#### Records shown:
----

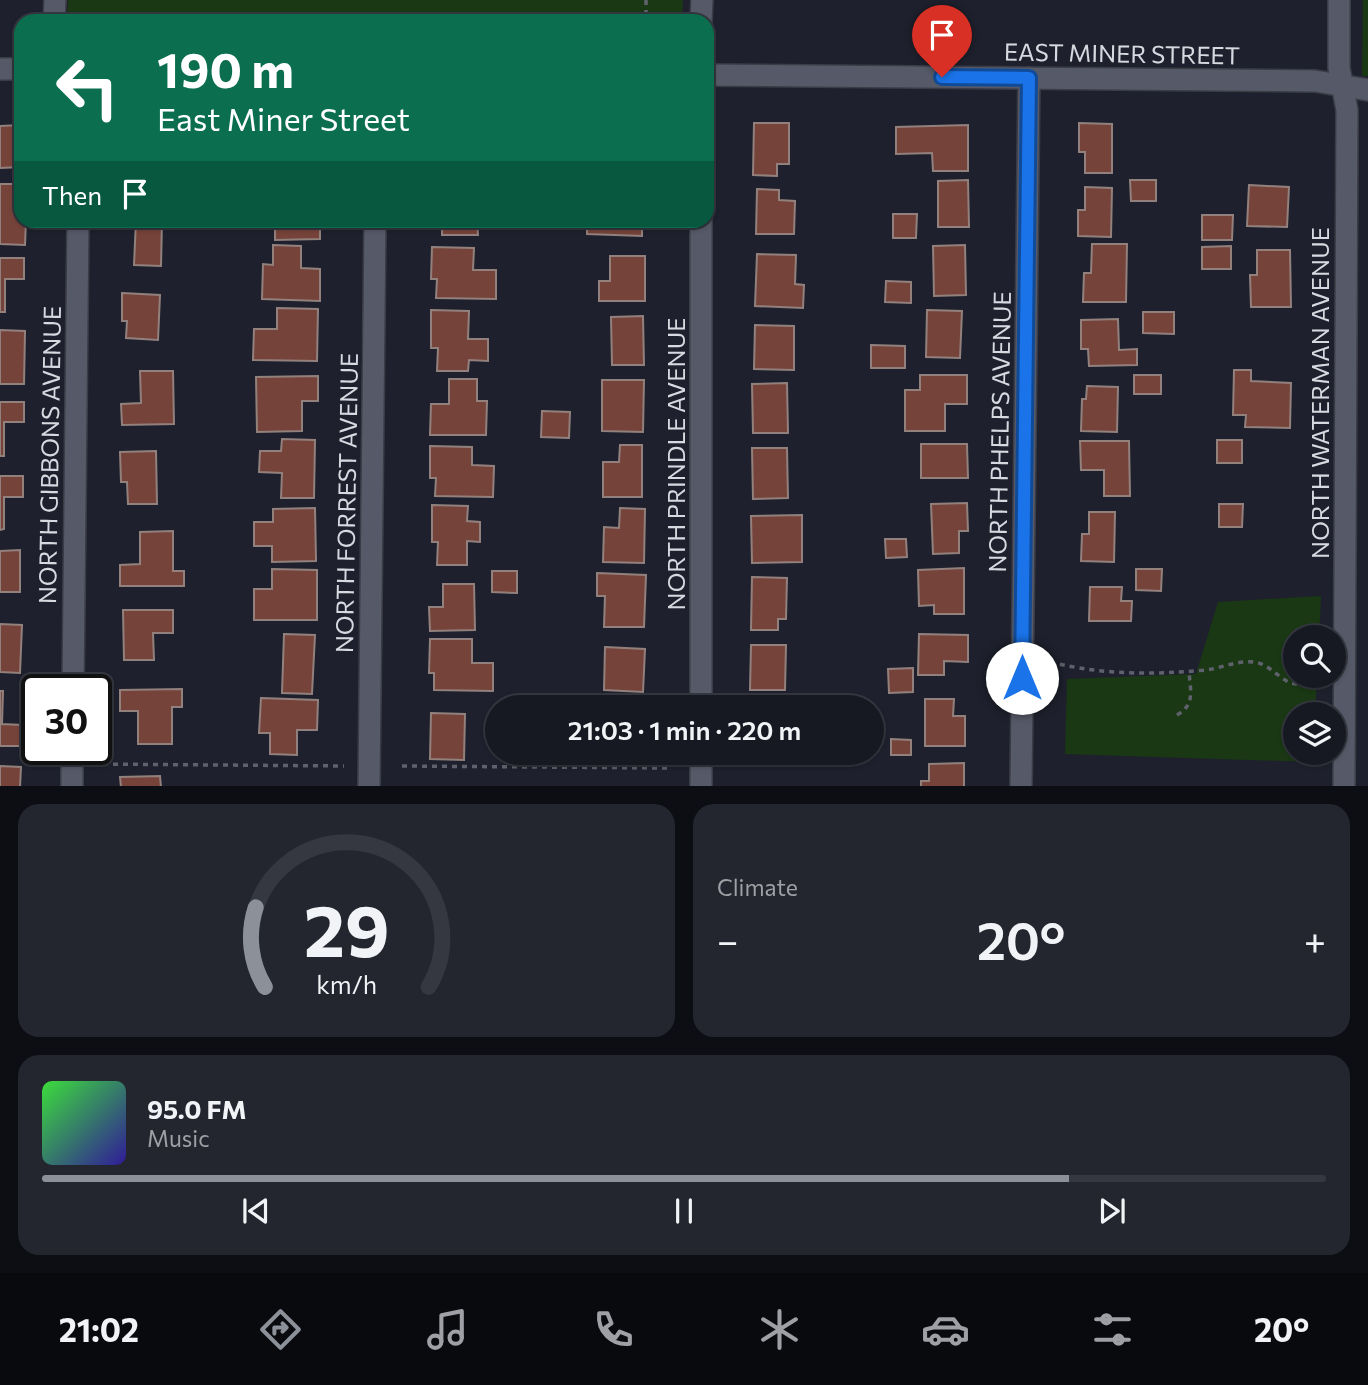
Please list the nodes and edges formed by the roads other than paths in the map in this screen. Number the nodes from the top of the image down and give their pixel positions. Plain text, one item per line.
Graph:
1 (1339, 0) edge
2 (714, 75) edge
3 (1029, 78) junction
4 (1342, 86) junction
5 (1368, 90) edge
6 (78, 228) edge
7 (375, 228) edge
8 (701, 228) edge
9 (73, 674) edge
10 (701, 695) edge
11 (72, 765) edge
12 (701, 765) edge
13 (72, 786) edge
14 (369, 786) edge
15 (701, 786) edge
16 (1021, 786) edge
17 (1344, 786) edge

1 - 4 street, NORTH WATERMAN AVENUE
2 - 3 street, EAST MINER STREET
3 - 4 street, EAST MINER STREET
3 - 16 street, NORTH PHELPS AVENUE
4 - 5 street, EAST MINER STREET
4 - 17 street, NORTH WATERMAN AVENUE
6 - 9 street, NORTH GIBBONS AVENUE
7 - 14 street, NORTH FORREST AVENUE
8 - 10 street, NORTH PRINDLE AVENUE
11 - 13 street
12 - 15 street

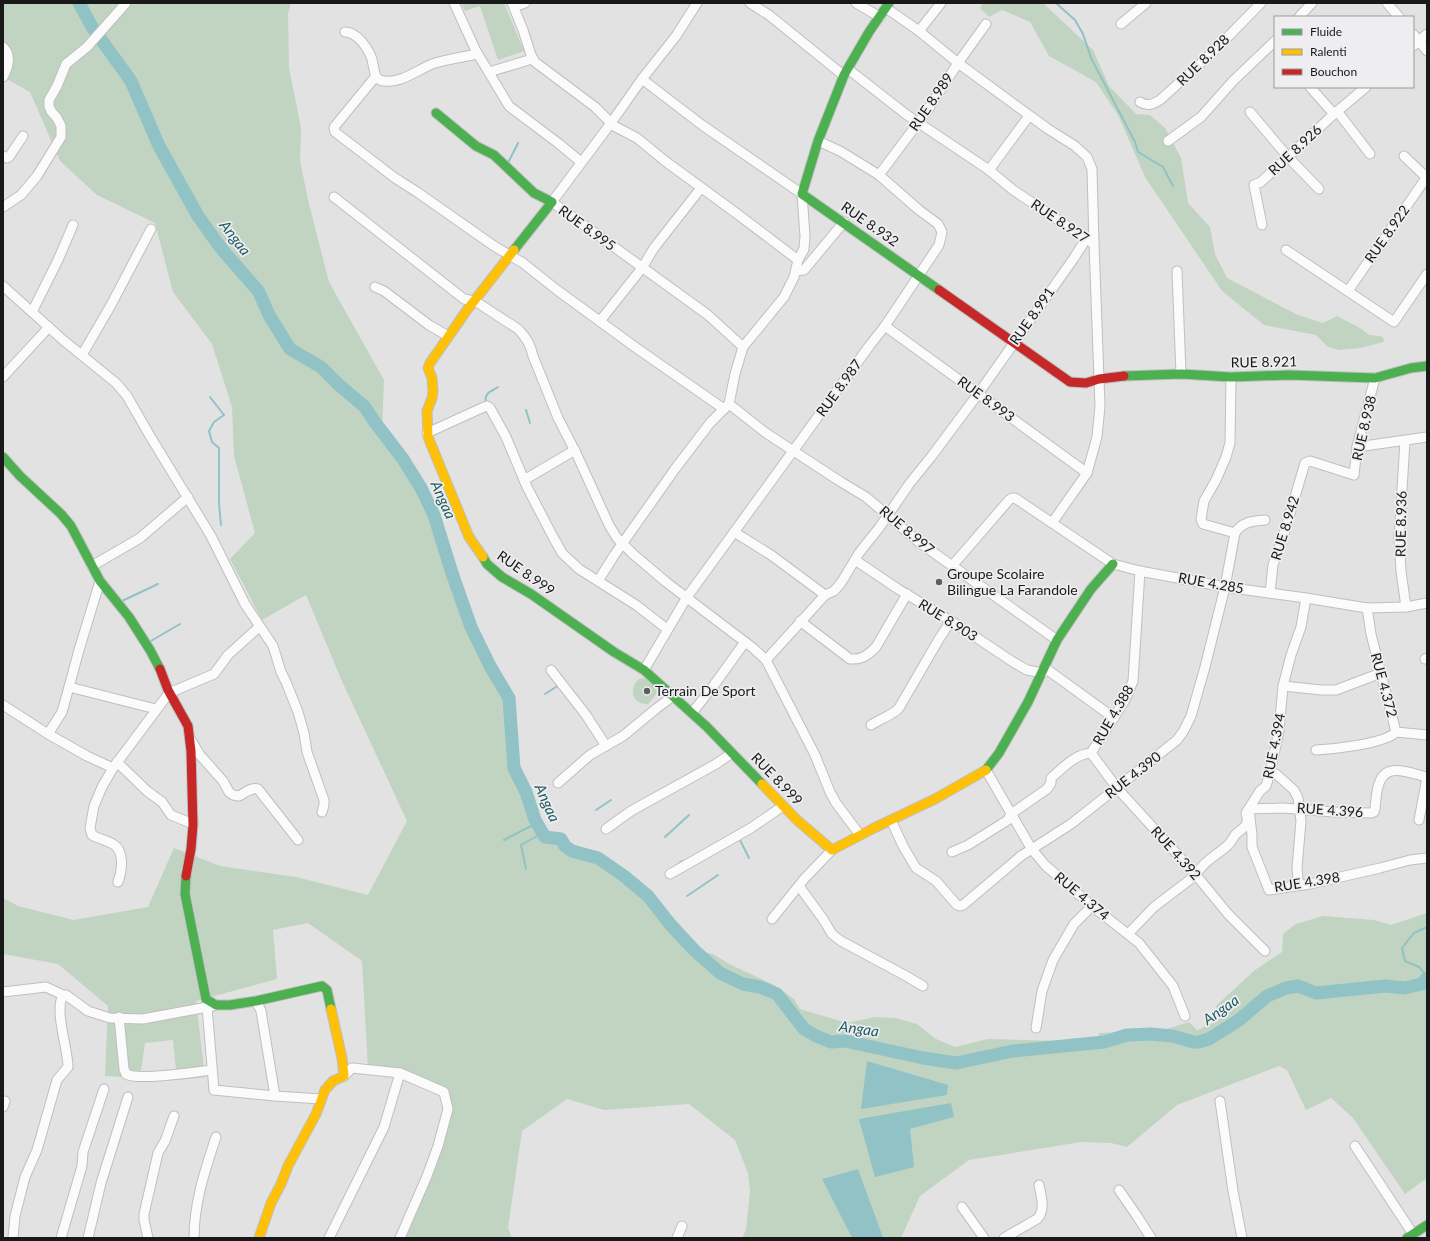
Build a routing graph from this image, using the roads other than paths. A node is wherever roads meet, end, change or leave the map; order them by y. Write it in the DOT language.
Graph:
graph roads {
  1 [pos="126,3"];
  2 [pos="454,3"];
  3 [pos="525,3"];
  4 [pos="697,3"];
  5 [pos="750,3"];
  6 [pos="856,3"];
  7 [pos="941,3"];
  8 [pos="1146,3"];
  9 [pos="1261,3"];
  10 [pos="1312,3"];
  11 [pos="1387,3"];
  12 [pos="513,5"];
  13 [pos="887,5"];
  14 [pos="1300,16"];
  15 [pos="1398,16"];
  16 [pos="880,17"];
  17 [pos="986,24"];
  18 [pos="1121,24"];
  19 [pos="919,31"];
  20 [pos="345,32"];
  21 [pos="1427,34"];
  22 [pos="1415,40"];
  23 [pos="1274,41"];
  24 [pos="3,47"];
  25 [pos="1427,51"];
  26 [pos="477,54"];
  27 [pos="532,59"];
  28 [pos="958,62"];
  29 [pos="489,72"];
  30 [pos="845,72"];
  31 [pos="376,76"];
  32 [pos="3,77"];
  33 [pos="642,79"];
  34 [pos="1311,88"];
  35 [pos="1365,88"];
  36 [pos="1140,102"];
  37 [pos="436,112"];
  38 [pos="1250,112"];
  39 [pos="1336,112"];
  40 [pos="1029,116"];
  41 [pos="918,122"];
  42 [pos="611,123"];
  43 [pos="23,136"];
  44 [pos="818,141"];
  45 [pos="1168,141"];
  46 [pos="1370,154"];
  47 [pos="3,156"];
  48 [pos="1404,156"];
  49 [pos="1288,157"];
  50 [pos="581,162"];
  51 [pos="989,170"];
  52 [pos="879,175"];
  53 [pos="1426,178"];
  54 [pos="700,188"];
  55 [pos="1319,188"];
  56 [pos="802,194"];
  57 [pos="334,197"];
  58 [pos="552,202"];
  59 [pos="3,207"];
  60 [pos="844,222"];
  61 [pos="73,225"];
  62 [pos="1262,225"];
  63 [pos="151,229"];
  64 [pos="1086,239"];
  65 [pos="1094,244"];
  66 [pos="1286,250"];
  67 [pos="511,255"];
  68 [pos="798,260"];
  69 [pos="642,268"];
  70 [pos="796,271"];
  71 [pos="1178,271"];
  72 [pos="1427,274"];
  73 [pos="919,275"];
  74 [pos="3,286"];
  75 [pos="375,287"];
  76 [pos="1348,291"];
  77 [pos="475,301"];
  78 [pos="32,312"];
  79 [pos="600,321"];
  80 [pos="885,326"];
  81 [pos="49,327"];
  82 [pos="448,336"];
  83 [pos="1014,342"];
  84 [pos="743,346"];
  85 [pos="82,355"];
  86 [pos="1427,366"];
  87 [pos="1181,374"];
  88 [pos="3,377"];
  89 [pos="1231,377"];
  90 [pos="1376,378"];
  91 [pos="1100,379"];
  92 [pos="978,394"];
  93 [pos="726,406"];
  94 [pos="427,433"];
  95 [pos="1427,437"];
  96 [pos="1405,441"];
  97 [pos="1357,447"];
  98 [pos="575,450"];
  99 [pos="794,451"];
  100 [pos="3,457"];
  101 [pos="1305,463"];
  102 [pos="1087,473"];
  103 [pos="524,480"];
  104 [pos="188,498"];
  105 [pos="888,516"];
  106 [pos="1265,520"];
  107 [pos="1052,523"];
  108 [pos="734,532"];
  109 [pos="1235,533"];
  110 [pos="622,544"];
  111 [pos="855,560"];
  112 [pos="1112,564"];
  113 [pos="92,566"];
  114 [pos="952,566"];
  115 [pos="1140,571"];
  116 [pos="100,581"];
  117 [pos="598,581"];
  118 [pos="1224,587"];
  119 [pos="1270,593"];
  120 [pos="907,594"];
  121 [pos="825,595"];
  122 [pos="687,597"];
  123 [pos="1306,598"];
  124 [pos="1427,604"];
  125 [pos="1406,607"];
  126 [pos="1367,608"];
  127 [pos="800,621"];
  128 [pos="951,621"];
  129 [pos="259,627"];
  130 [pos="667,629"];
  131 [pos="1057,640"];
  132 [pos="745,642"];
  133 [pos="766,660"];
  134 [pos="551,670"];
  135 [pos="644,670"];
  136 [pos="1044,671"];
  137 [pos="1381,673"];
  138 [pos="1283,686"];
  139 [pos="69,687"];
  140 [pos="169,693"];
  141 [pos="673,696"];
  142 [pos="3,705"];
  143 [pos="156,709"];
  144 [pos="692,713"];
  145 [pos="1114,718"];
  146 [pos="871,725"];
  147 [pos="1396,732"];
  148 [pos="48,734"];
  149 [pos="1427,734"];
  150 [pos="189,737"];
  151 [pos="606,746"];
  152 [pos="1316,750"];
  153 [pos="732,753"];
  154 [pos="1091,753"];
  155 [pos="115,765"];
  156 [pos="986,770"];
  157 [pos="1270,773"];
  158 [pos="1427,777"];
  159 [pos="558,783"];
  160 [pos="1117,788"];
  161 [pos="783,806"];
  162 [pos="1249,809"];
  163 [pos="1298,809"];
  164 [pos="322,812"];
  165 [pos="1011,814"];
  166 [pos="891,820"];
  167 [pos="1419,820"];
  168 [pos="193,824"];
  169 [pos="606,829"];
  170 [pos="860,835"];
  171 [pos="298,840"];
  172 [pos="1031,848"];
  173 [pos="832,850"];
  174 [pos="952,852"];
  175 [pos="1427,858"];
  176 [pos="670,874"];
  177 [pos="1196,875"];
  178 [pos="118,882"];
  179 [pos="1300,885"];
  180 [pos="799,886"];
  181 [pos="1092,906"];
  182 [pos="772,919"];
  183 [pos="1128,934"];
  184 [pos="1265,951"];
  185 [pos="923,986"];
  186 [pos="3,992"];
  187 [pos="63,995"];
  188 [pos="256,1001"];
  189 [pos="212,1006"];
  190 [pos="1185,1016"];
  191 [pos="119,1018"];
  192 [pos="1036,1028"];
  193 [pos="212,1070"];
  194 [pos="400,1073"];
  195 [pos="344,1076"];
  196 [pos="104,1089"];
  197 [pos="275,1096"];
  198 [pos="128,1098"];
  199 [pos="321,1099"];
  200 [pos="1220,1101"];
  201 [pos="174,1116"];
  202 [pos="216,1137"];
  203 [pos="1355,1146"];
  204 [pos="1039,1185"];
  205 [pos="1119,1190"];
  206 [pos="962,1207"];
  207 [pos="682,1226"];
  208 [pos="1418,1233"];
  209 [pos="13,1238"];
  210 [pos="61,1238"];
  211 [pos="88,1238"];
  212 [pos="148,1238"];
  213 [pos="194,1238"];
  214 [pos="259,1238"];
  215 [pos="329,1238"];
  216 [pos="400,1238"];
  217 [pos="677,1238"];
  218 [pos="984,1238"];
  219 [pos="1004,1238"];
  220 [pos="1151,1238"];
  221 [pos="1242,1238"];
  1 -- 59 [label="street"];
  2 -- 26 [label="street"];
  3 -- 12 [label="street"];
  4 -- 33 [label="street, RUE 8.995"];
  5 -- 30 [label="street, RUE 8.927"];
  6 -- 16 [label="street"];
  7 -- 19 [label="street"];
  8 -- 18 [label="street"];
  9 -- 36 [label="street, RUE 8.928"];
  10 -- 14 [label="street"];
  11 -- 15 [label="street"];
  12 -- 27 [label="street"];
  13 -- 16 [label="street"];
  13 -- 19 [label="street, RUE 8.989"];
  16 -- 30 [label="street"];
  17 -- 28 [label="street"];
  19 -- 28 [label="street, RUE 8.989"];
  20 -- 31 [label="street"];
  21 -- 22 [label="street"];
  22 -- 25 [label="street"];
  23 -- 45 [label="street"];
  24 -- 32 [label="street"];
  26 -- 29 [label="street"];
  26 -- 31 [label="street"];
  27 -- 29 [label="street"];
  27 -- 42 [label="street"];
  28 -- 40 [label="street"];
  28 -- 41 [label="street, RUE 8.989"];
  29 -- 50 [label="street"];
  30 -- 41 [label="street, RUE 8.927"];
  30 -- 44 [label="street"];
  31 -- 67 [label="street, RUE 8.997"];
  33 -- 42 [label="street, RUE 8.995"];
  33 -- 56 [label="street"];
  34 -- 39 [label="street"];
  35 -- 39 [label="street, RUE 8.926"];
  37 -- 58 [label="street"];
  38 -- 49 [label="street"];
  39 -- 46 [label="street"];
  39 -- 49 [label="street, RUE 8.926"];
  40 -- 51 [label="street"];
  40 -- 65 [label="street"];
  41 -- 51 [label="street, RUE 8.927"];
  41 -- 52 [label="street, RUE 8.989"];
  42 -- 50 [label="street, RUE 8.995"];
  42 -- 54 [label="street"];
  43 -- 47 [label="street"];
  44 -- 52 [label="street, RUE 8.987"];
  44 -- 56 [label="street"];
  48 -- 53 [label="street"];
  49 -- 55 [label="street"];
  49 -- 62 [label="street, RUE 8.926"];
  50 -- 58 [label="street, RUE 8.995"];
  51 -- 64 [label="street, RUE 8.927"];
  52 -- 73 [label="street, RUE 8.987"];
  53 -- 76 [label="street, RUE 8.922"];
  54 -- 68 [label="street"];
  54 -- 69 [label="street"];
  56 -- 60 [label="street, RUE 8.932"];
  56 -- 68 [label="street"];
  57 -- 77 [label="street"];
  58 -- 67 [label="street, RUE 8.999"];
  58 -- 69 [label="street, RUE 8.995"];
  60 -- 70 [label="street"];
  60 -- 73 [label="street, RUE 8.932"];
  61 -- 78 [label="street"];
  63 -- 85 [label="street"];
  64 -- 65 [label="street, RUE 8.927"];
  64 -- 83 [label="street, RUE 8.991"];
  65 -- 91 [label="street, RUE 8.927"];
  66 -- 76 [label="street"];
  67 -- 77 [label="street, RUE 8.999"];
  67 -- 79 [label="street, RUE 8.997"];
  68 -- 70 [label="street"];
  69 -- 79 [label="street"];
  69 -- 84 [label="street, RUE 8.995"];
  70 -- 84 [label="street"];
  71 -- 87 [label="street"];
  72 -- 76 [label="street"];
  73 -- 80 [label="street, RUE 8.987"];
  73 -- 83 [label="street, RUE 8.932"];
  74 -- 78 [label="street"];
  75 -- 82 [label="street"];
  77 -- 82 [label="street, RUE 8.999"];
  77 -- 98 [label="street"];
  78 -- 81 [label="street"];
  79 -- 93 [label="street, RUE 8.997"];
  80 -- 92 [label="street, RUE 8.993"];
  80 -- 99 [label="street, RUE 8.987"];
  81 -- 85 [label="street"];
  81 -- 88 [label="street"];
  82 -- 94 [label="street, RUE 8.999"];
  83 -- 91 [label="street, RUE 8.932"];
  83 -- 92 [label="street, RUE 8.991"];
  84 -- 93 [label="street"];
  85 -- 104 [label="street"];
  86 -- 90 [label="street, RUE 8.921"];
  87 -- 89 [label="street, RUE 8.921"];
  87 -- 91 [label="street, RUE 8.921"];
  89 -- 90 [label="street, RUE 8.921"];
  89 -- 109 [label="street"];
  90 -- 97 [label="street, RUE 8.938"];
  91 -- 102 [label="street, RUE 8.927"];
  92 -- 102 [label="street, RUE 8.993"];
  92 -- 105 [label="street, RUE 8.991"];
  93 -- 99 [label="street, RUE 8.997"];
  93 -- 110 [label="street"];
  94 -- 103 [label="street"];
  94 -- 135 [label="street, RUE 8.999"];
  95 -- 96 [label="street"];
  96 -- 97 [label="street"];
  96 -- 125 [label="street, RUE 8.936"];
  97 -- 101 [label="street, RUE 8.938"];
  98 -- 103 [label="street"];
  98 -- 110 [label="street"];
  99 -- 105 [label="street, RUE 8.997"];
  99 -- 108 [label="street, RUE 8.987"];
  100 -- 113 [label="street"];
  101 -- 119 [label="street, RUE 8.942"];
  102 -- 107 [label="street, RUE 8.927"];
  103 -- 117 [label="street"];
  104 -- 113 [label="street"];
  104 -- 129 [label="street"];
  105 -- 111 [label="street, RUE 8.991"];
  105 -- 114 [label="street, RUE 8.997"];
  106 -- 109 [label="street"];
  107 -- 112 [label="street, RUE 4.285"];
  107 -- 114 [label="street, RUE 4.285"];
  108 -- 121 [label="street"];
  108 -- 122 [label="street, RUE 8.987"];
  109 -- 118 [label="street"];
  110 -- 117 [label="street"];
  110 -- 122 [label="street"];
  111 -- 120 [label="street, RUE 8.903"];
  111 -- 121 [label="street, RUE 8.991"];
  112 -- 115 [label="street, RUE 4.285"];
  112 -- 131 [label="street"];
  113 -- 116 [label="street"];
  114 -- 131 [label="street, RUE 8.997"];
  115 -- 118 [label="street, RUE 4.285"];
  115 -- 145 [label="street, RUE 4.388"];
  116 -- 139 [label="street"];
  116 -- 140 [label="street"];
  117 -- 130 [label="street"];
  118 -- 119 [label="street, RUE 4.285"];
  118 -- 160 [label="street, RUE 4.390"];
  119 -- 123 [label="street, RUE 4.285"];
  120 -- 127 [label="street"];
  120 -- 128 [label="street, RUE 8.903"];
  121 -- 127 [label="street, RUE 8.991"];
  122 -- 130 [label="street, RUE 8.987"];
  122 -- 132 [label="street"];
  123 -- 126 [label="street, RUE 4.285"];
  123 -- 138 [label="street, RUE 4.394"];
  124 -- 125 [label="street, RUE 4.285"];
  125 -- 126 [label="street, RUE 4.285"];
  126 -- 137 [label="street, RUE 4.372"];
  127 -- 133 [label="street, RUE 8.991"];
  128 -- 136 [label="street, RUE 8.903"];
  128 -- 146 [label="street"];
  129 -- 140 [label="street"];
  129 -- 164 [label="street"];
  130 -- 135 [label="street, RUE 8.987"];
  131 -- 136 [label="street"];
  132 -- 133 [label="street"];
  132 -- 144 [label="street"];
  133 -- 170 [label="street"];
  134 -- 151 [label="street"];
  135 -- 141 [label="street, RUE 8.999"];
  136 -- 145 [label="street"];
  136 -- 156 [label="street"];
  137 -- 138 [label="street"];
  137 -- 147 [label="street, RUE 4.372"];
  138 -- 157 [label="street, RUE 4.394"];
  139 -- 143 [label="street"];
  139 -- 148 [label="street"];
  140 -- 143 [label="street"];
  140 -- 150 [label="street"];
  141 -- 144 [label="street, RUE 8.999"];
  141 -- 151 [label="street"];
  142 -- 148 [label="street"];
  143 -- 155 [label="street"];
  144 -- 153 [label="street, RUE 8.999"];
  145 -- 154 [label="street, RUE 4.388"];
  147 -- 149 [label="street, RUE 4.372"];
  147 -- 152 [label="street"];
  148 -- 155 [label="street"];
  150 -- 168 [label="street"];
  150 -- 171 [label="street"];
  151 -- 159 [label="street"];
  153 -- 161 [label="street, RUE 8.999"];
  153 -- 169 [label="street"];
  154 -- 160 [label="street, RUE 4.392"];
  154 -- 165 [label="street, RUE 4.388"];
  155 -- 168 [label="street"];
  155 -- 178 [label="street"];
  156 -- 165 [label="street, RUE 4.374"];
  156 -- 166 [label="street"];
  157 -- 162 [label="street, RUE 4.394"];
  157 -- 163 [label="street"];
  158 -- 163 [label="street, RUE 4.396"];
  158 -- 167 [label="street"];
  160 -- 172 [label="street, RUE 4.390"];
  160 -- 177 [label="street, RUE 4.392"];
  161 -- 173 [label="street, RUE 8.999"];
  161 -- 176 [label="street"];
  162 -- 163 [label="street, RUE 4.396"];
  162 -- 177 [label="street, RUE 4.394"];
  162 -- 179 [label="street, RUE 4.398"];
  163 -- 179 [label="street"];
  165 -- 172 [label="street, RUE 4.374"];
  165 -- 174 [label="street, RUE 4.388"];
  166 -- 170 [label="street"];
  166 -- 172 [label="street, RUE 4.390"];
  168 -- 189 [label="street"];
  170 -- 173 [label="street"];
  172 -- 181 [label="street, RUE 4.374"];
  173 -- 180 [label="street"];
  175 -- 179 [label="street, RUE 4.398"];
  177 -- 183 [label="street, RUE 4.394"];
  177 -- 184 [label="street, RUE 4.392"];
  180 -- 182 [label="street"];
  180 -- 185 [label="street"];
  181 -- 183 [label="street, RUE 4.374"];
  181 -- 192 [label="street"];
  183 -- 190 [label="street, RUE 4.374"];
  186 -- 187 [label="street"];
  187 -- 191 [label="street"];
  187 -- 209 [label="street"];
  188 -- 189 [label="street"];
  188 -- 195 [label="street"];
  188 -- 197 [label="street"];
  189 -- 191 [label="street"];
  189 -- 193 [label="street"];
  191 -- 193 [label="street"];
  193 -- 197 [label="street"];
  194 -- 195 [label="street"];
  194 -- 215 [label="street"];
  194 -- 216 [label="street"];
  195 -- 199 [label="street"];
  196 -- 210 [label="street"];
  197 -- 199 [label="street"];
  198 -- 211 [label="street"];
  199 -- 214 [label="street"];
  200 -- 221 [label="street"];
  201 -- 212 [label="street"];
  202 -- 213 [label="street"];
  203 -- 208 [label="street"];
  204 -- 219 [label="street"];
  205 -- 220 [label="street"];
  206 -- 218 [label="street"];
  207 -- 217 [label="street"];
}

----

#### Problem details:
Which lines of the records contain the word "roads"? Copy each of them.

#### Response to this task:
Please list the nodes and edges formed by the roads other than paths in the map in this screen. Number the nodes from the top of the image down and give their pixel positions. Plain text, one item per line.
Build a routing graph from this image, using the roads other than paths. A node is wherever roads meet, end, change or leave the map; order them by y. Write it in the DOT language.
graph roads {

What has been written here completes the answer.